Rheinische Post: Ausgedünnte Union Von Reinhold Michels
Düsseldorf (ots)
Eine Woche vor der NRW-Wahl sagte der FDP-Ehrenvorsitzende Hans-Dietrich Genscher in Gütersloh, die Liberalen hätten ihre Krise hinter sich, anderen stehe diese noch bevor. Wen der Altmeister der Politik gemeint hat, wird mit jedem Tag Abstand zur einschneidenden Entscheidung an Rhein und Ruhr deutlicher: Es ist die CDU. Deren vor Wochen noch vergleichsweise gute Umfragewerte (richtig toll waren sie schon seit Jahren nicht mehr) schmelzen gemäß der berüchtigten Seehofer-Metapher wie ein Eisbecher in der Sonne.
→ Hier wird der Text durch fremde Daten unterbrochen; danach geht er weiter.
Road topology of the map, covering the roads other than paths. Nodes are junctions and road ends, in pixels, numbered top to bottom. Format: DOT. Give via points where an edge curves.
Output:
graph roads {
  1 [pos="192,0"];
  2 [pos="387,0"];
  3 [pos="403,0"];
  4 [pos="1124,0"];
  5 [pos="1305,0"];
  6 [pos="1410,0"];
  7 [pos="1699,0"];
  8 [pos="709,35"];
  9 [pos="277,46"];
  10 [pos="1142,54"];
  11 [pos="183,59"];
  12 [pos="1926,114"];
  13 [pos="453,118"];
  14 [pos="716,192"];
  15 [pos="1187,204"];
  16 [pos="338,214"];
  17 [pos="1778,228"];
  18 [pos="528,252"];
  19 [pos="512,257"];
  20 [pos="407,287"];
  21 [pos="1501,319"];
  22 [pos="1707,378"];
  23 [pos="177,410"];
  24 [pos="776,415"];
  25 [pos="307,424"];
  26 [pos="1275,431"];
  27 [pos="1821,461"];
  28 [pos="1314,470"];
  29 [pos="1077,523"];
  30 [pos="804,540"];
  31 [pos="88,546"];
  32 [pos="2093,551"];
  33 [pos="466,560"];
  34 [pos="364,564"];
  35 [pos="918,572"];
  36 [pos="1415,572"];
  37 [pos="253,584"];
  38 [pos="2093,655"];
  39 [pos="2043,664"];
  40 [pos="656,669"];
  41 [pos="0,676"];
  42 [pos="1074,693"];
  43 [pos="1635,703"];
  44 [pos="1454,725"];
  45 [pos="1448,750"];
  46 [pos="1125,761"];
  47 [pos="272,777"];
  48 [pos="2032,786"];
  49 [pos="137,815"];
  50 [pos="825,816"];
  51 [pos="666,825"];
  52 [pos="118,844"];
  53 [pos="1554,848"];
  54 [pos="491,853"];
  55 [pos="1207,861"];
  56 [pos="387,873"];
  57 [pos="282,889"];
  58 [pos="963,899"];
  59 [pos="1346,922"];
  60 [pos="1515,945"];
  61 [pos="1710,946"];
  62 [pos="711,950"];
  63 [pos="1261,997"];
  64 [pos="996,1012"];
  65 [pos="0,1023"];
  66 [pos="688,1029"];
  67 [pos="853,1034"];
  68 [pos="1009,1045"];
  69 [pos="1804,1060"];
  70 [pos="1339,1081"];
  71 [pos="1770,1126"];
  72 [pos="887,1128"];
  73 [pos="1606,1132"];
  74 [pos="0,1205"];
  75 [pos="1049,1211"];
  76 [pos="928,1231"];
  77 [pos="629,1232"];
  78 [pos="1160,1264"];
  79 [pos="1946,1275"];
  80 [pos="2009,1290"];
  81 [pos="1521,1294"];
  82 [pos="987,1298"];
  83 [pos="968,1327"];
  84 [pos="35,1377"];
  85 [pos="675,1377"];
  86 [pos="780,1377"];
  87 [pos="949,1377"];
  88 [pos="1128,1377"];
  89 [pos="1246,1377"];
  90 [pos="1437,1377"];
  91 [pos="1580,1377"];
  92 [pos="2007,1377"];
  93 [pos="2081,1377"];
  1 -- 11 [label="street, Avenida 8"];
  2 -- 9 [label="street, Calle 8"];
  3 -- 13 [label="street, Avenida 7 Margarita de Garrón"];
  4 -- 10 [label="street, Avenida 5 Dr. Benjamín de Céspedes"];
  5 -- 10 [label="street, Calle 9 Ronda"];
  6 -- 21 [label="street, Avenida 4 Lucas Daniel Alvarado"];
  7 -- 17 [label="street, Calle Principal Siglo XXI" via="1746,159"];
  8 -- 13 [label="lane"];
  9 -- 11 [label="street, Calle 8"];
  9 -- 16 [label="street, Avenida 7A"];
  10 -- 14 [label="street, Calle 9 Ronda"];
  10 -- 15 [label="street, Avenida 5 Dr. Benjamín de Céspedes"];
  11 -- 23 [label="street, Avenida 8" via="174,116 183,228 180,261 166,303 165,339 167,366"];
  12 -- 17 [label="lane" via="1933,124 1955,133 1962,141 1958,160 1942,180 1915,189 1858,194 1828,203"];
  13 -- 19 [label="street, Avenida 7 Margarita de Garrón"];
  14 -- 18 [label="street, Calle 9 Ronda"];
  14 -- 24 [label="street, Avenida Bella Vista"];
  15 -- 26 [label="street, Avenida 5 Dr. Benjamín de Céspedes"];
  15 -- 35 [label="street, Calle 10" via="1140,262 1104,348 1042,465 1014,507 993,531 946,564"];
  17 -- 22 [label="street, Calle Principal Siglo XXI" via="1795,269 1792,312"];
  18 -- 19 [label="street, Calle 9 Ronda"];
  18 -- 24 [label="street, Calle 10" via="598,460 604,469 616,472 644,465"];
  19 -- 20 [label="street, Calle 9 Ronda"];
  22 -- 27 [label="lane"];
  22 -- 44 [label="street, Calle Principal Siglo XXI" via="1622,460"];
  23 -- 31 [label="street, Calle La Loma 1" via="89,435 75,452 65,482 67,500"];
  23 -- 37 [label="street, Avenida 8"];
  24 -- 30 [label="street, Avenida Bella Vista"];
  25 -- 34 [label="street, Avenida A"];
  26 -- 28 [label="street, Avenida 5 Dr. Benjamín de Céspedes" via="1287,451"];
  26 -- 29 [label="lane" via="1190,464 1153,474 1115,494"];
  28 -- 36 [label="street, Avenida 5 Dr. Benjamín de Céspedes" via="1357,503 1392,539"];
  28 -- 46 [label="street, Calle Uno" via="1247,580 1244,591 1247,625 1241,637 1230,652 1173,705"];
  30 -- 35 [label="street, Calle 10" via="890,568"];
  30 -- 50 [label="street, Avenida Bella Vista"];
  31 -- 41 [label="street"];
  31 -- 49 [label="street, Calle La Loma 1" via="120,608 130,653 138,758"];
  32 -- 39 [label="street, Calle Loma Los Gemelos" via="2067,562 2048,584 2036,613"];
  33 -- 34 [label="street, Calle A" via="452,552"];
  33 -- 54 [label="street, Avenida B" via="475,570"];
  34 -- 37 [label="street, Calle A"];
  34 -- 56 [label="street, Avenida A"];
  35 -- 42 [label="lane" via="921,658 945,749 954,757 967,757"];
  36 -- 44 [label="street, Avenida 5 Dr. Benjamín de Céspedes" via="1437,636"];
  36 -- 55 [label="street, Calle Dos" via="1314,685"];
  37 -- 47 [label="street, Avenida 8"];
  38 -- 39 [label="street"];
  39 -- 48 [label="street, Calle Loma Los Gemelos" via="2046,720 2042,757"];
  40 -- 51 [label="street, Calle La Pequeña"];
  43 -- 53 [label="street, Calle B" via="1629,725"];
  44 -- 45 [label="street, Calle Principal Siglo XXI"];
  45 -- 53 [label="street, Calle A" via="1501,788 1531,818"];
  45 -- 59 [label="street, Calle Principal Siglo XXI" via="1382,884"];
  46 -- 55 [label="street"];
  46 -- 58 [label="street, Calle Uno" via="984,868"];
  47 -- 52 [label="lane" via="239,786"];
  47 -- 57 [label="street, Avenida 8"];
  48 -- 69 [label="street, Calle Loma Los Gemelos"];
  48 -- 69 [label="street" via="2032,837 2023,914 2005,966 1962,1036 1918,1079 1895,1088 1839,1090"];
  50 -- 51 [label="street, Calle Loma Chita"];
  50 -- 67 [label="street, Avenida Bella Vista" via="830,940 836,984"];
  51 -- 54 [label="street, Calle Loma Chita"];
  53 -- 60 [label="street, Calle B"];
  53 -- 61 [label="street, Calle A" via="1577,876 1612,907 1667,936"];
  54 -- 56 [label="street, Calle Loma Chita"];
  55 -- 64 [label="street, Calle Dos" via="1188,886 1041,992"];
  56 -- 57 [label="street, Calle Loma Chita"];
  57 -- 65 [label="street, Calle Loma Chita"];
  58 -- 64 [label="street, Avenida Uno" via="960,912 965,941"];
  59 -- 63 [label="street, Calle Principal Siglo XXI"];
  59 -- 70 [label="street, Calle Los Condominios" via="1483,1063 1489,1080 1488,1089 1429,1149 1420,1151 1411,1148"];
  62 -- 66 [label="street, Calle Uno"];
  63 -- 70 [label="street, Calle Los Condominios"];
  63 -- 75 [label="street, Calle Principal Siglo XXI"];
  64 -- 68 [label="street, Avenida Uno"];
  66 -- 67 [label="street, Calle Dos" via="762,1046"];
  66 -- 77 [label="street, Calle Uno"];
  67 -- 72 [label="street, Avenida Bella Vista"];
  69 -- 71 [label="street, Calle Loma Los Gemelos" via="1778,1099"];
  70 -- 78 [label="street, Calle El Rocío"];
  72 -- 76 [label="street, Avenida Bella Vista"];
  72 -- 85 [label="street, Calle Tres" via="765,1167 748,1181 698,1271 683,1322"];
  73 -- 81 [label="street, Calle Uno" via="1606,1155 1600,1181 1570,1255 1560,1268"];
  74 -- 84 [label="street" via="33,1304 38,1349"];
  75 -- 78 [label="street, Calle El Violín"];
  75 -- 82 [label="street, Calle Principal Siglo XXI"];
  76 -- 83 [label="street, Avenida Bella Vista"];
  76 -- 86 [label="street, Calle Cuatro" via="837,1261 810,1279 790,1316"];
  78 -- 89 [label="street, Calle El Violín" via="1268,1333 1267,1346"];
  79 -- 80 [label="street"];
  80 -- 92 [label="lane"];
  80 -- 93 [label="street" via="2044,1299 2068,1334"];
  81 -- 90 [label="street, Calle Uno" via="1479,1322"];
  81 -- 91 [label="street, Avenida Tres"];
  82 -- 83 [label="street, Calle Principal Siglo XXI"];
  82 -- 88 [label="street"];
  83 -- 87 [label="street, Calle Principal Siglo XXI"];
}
Zugegeben: eine Momentaufnahme. Aber es könnte sein, dass selbst ein SPD-Kanzlerkandidat Gabriel eine Siegchance hätte gegen die im Norden, Osten, Westen und auch im Süden vielfach desorientiert wirkende Union. "Angela Merkel soll Kanzlerin bleiben" - das ist als mutmaßlicher Wahlkampfschlager kein schlechter Slogan, er verrät jedoch die personelle Ausdünnung einer Partei, die - es ist noch nicht allzu lange her - außer Merkel zahlreiche politische Schwergewichte im Ring hatte: fast alle(s) verweht, von welchen widrigen Winden auch immer. Ein Trost bleibt der Union: der Kanzlerinnen-Bonus. Und Willy Brandts politische Lebensregel: Nichts komme von selbst, und nur wenig sei von Dauer.